How many lines in the records below contain the word "getElementById"? Answer with the number only.

■ **Task input**
--

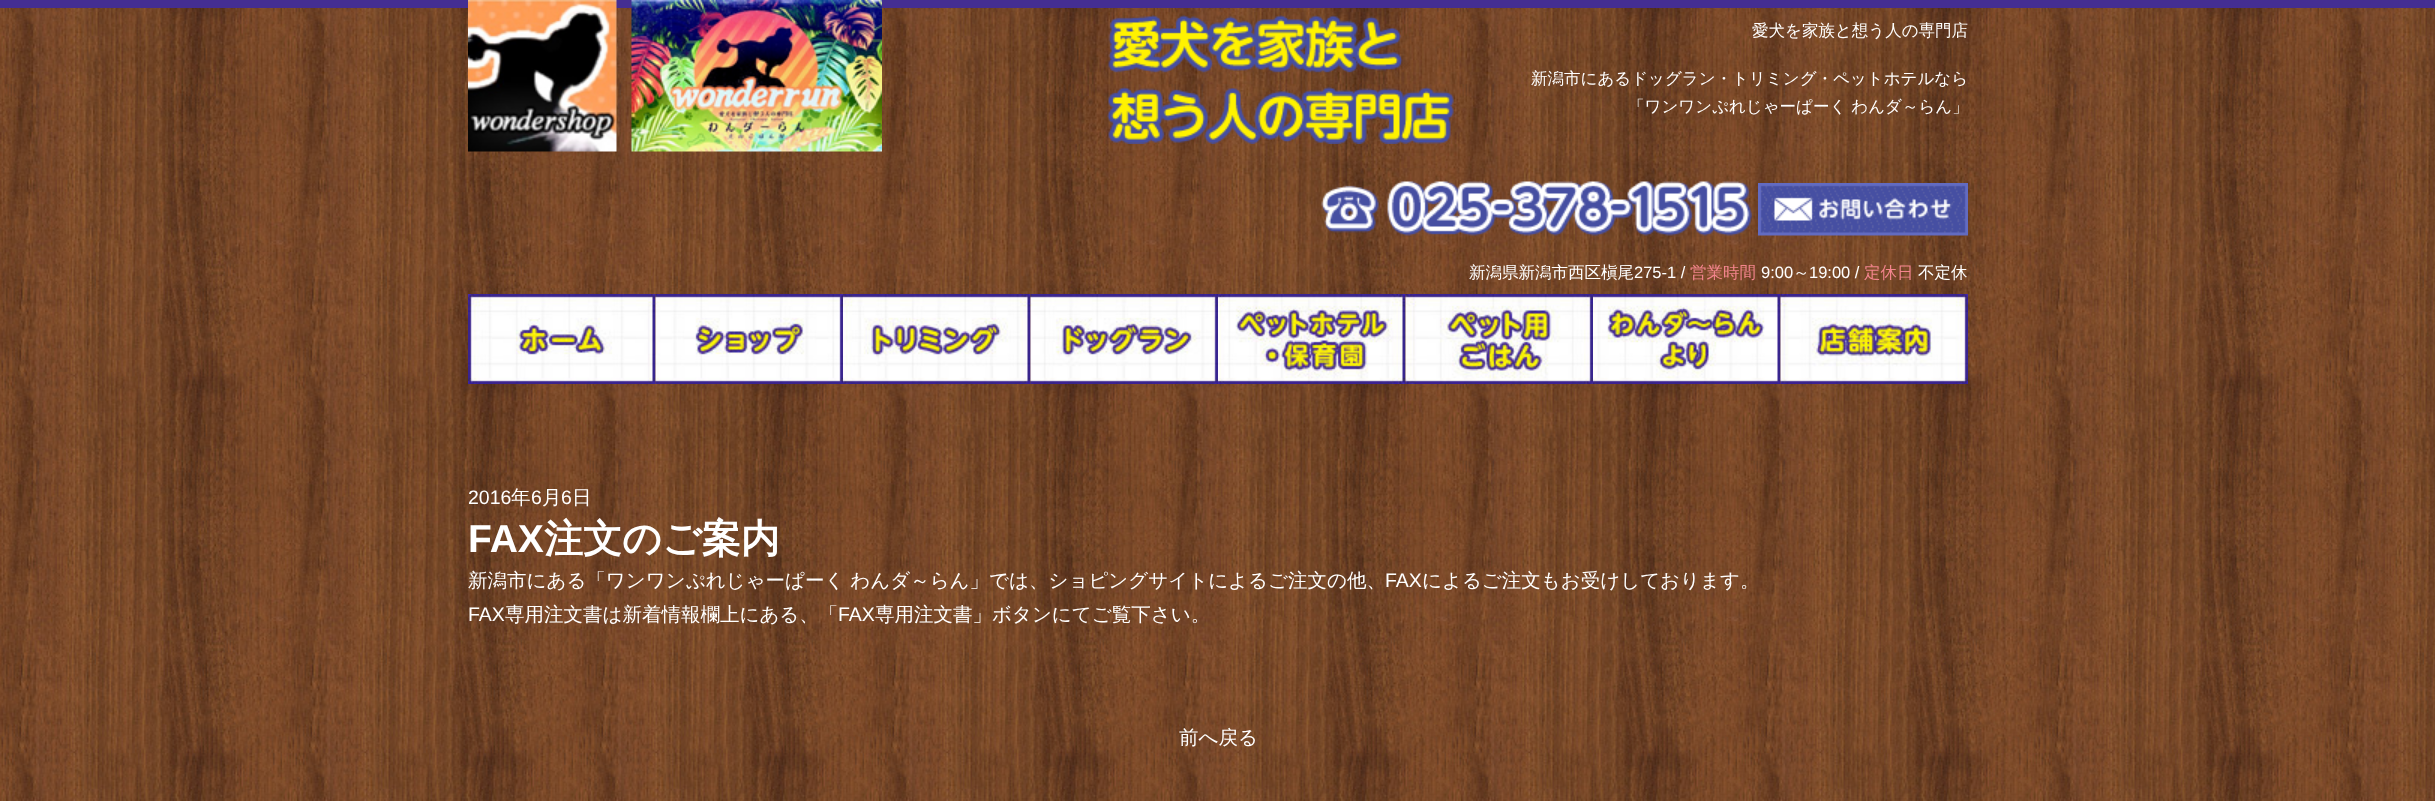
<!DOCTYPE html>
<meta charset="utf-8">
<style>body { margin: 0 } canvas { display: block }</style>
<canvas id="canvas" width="2435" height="801"></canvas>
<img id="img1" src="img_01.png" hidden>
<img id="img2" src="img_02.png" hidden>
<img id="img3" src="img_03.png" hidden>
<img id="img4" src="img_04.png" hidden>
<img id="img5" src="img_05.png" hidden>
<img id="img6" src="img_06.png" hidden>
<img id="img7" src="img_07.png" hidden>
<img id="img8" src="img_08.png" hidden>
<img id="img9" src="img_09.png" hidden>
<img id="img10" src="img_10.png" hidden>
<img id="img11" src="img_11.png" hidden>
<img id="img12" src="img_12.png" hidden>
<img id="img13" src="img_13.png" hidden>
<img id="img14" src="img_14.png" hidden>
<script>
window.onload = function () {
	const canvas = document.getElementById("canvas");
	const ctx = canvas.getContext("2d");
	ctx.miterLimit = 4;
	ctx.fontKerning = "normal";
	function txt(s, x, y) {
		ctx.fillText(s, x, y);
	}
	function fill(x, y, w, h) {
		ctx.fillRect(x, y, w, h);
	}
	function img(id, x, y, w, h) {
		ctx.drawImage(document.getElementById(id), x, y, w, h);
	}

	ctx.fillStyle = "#FFFFFF";
	fill(0, 0, 2435, 801);
	img("img1", 0, 8, 2435, 793);
	ctx.fillStyle = "#442E92";
	fill(0, 0, 2435, 8);
	img("img2", 468, 0, 149, 152);
	img("img3", 631, 0, 251, 152);
	img("img4", 1107, 15, 347, 129);
	img("img5", 1321, 181, 431, 55);
	img("img6", 1758, 183, 210, 53);
	img("img7", 468, 294, 188, 90);
	img("img8", 655, 294, 188, 90);
	img("img9", 843, 294, 188, 90);
	img("img10", 1030, 294, 188, 90);
	img("img11", 1218, 294, 188, 90);
	img("img12", 1405, 294, 188, 90);
	img("img13", 1593, 294, 188, 90);
	img("img14", 1780, 294, 188, 90);
	ctx.font = "500 16.5px WenQuanYi Zen Hei";
	ctx.fillStyle = "#FFFFFF";
	txt("愛犬を家族と想う人の専門店", 1752, 36);
	txt("新潟市にあるドッグラン・トリミング・ペットホテルなら", 1531, 84);
	txt("「ワンワンぷれじゃーぱーく わんダ～らん」", 1628, 112);
	txt("新潟県新潟市西区槇尾", 1469, 278);
	ctx.font = "16.5px Liberation Sans";
	txt("275-1 /", 1634, 278);
	ctx.font = "500 16.5px WenQuanYi Zen Hei";
	ctx.fillStyle = "#F4858E";
	txt("営業時間", 1690, 278);
	ctx.font = "16.5px Liberation Sans";
	ctx.fillStyle = "#FFFFFF";
	txt("9:00", 1761, 278);
	ctx.font = "500 16.5px WenQuanYi Zen Hei";
	txt("～", 1793, 278);
	ctx.font = "16.5px Liberation Sans";
	txt("19:00 /", 1809, 278);
	ctx.font = "500 16.5px WenQuanYi Zen Hei";
	ctx.fillStyle = "#F4858E";
	txt("定休日", 1864, 278);
	ctx.fillStyle = "#FFFFFF";
	txt("不定休", 1918, 278);
	ctx.font = "19.5px Liberation Sans";
	txt("2016", 468, 504);
	ctx.font = "500 19.5px WenQuanYi Zen Hei";
	txt("年", 511, 504);
	ctx.font = "19.5px Liberation Sans";
	txt("6", 531, 504);
	ctx.font = "500 19.5px WenQuanYi Zen Hei";
	txt("月", 542, 504);
	ctx.font = "19.5px Liberation Sans";
	txt("6", 561, 504);
	ctx.font = "500 19.5px WenQuanYi Zen Hei";
	txt("日", 572, 504);
	ctx.font = "bold 39px Liberation Sans";
	txt("FAX", 468, 552);
	ctx.font = "bold 39px WenQuanYi Zen Hei";
	txt("注文のご案内", 544, 552);
	ctx.font = "500 19.5px WenQuanYi Zen Hei";
	txt("新潟市にある「ワンワンぷれじゃーぱーく わんダ～らん」では、ショピングサイトによるご注文の他、", 468, 587);
	ctx.font = "19.5px Liberation Sans";
	txt("FAX", 1385, 587);
	ctx.font = "500 19.5px WenQuanYi Zen Hei";
	txt("によるご注文もお受けしております。", 1422, 587);
	ctx.font = "19.5px Liberation Sans";
	txt("FAX", 468, 621);
	ctx.font = "500 19.5px WenQuanYi Zen Hei";
	txt("専用注文書は新着情報欄上にある、「", 505, 621);
	ctx.font = "19.5px Liberation Sans";
	txt("FAX", 838, 621);
	ctx.font = "500 19.5px WenQuanYi Zen Hei";
	txt("専用注文書」ボタンにてご覧下さい。", 875, 621);
	txt("前へ戻る", 1179, 744);
};
</script>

--

■ **Finished exercise**
2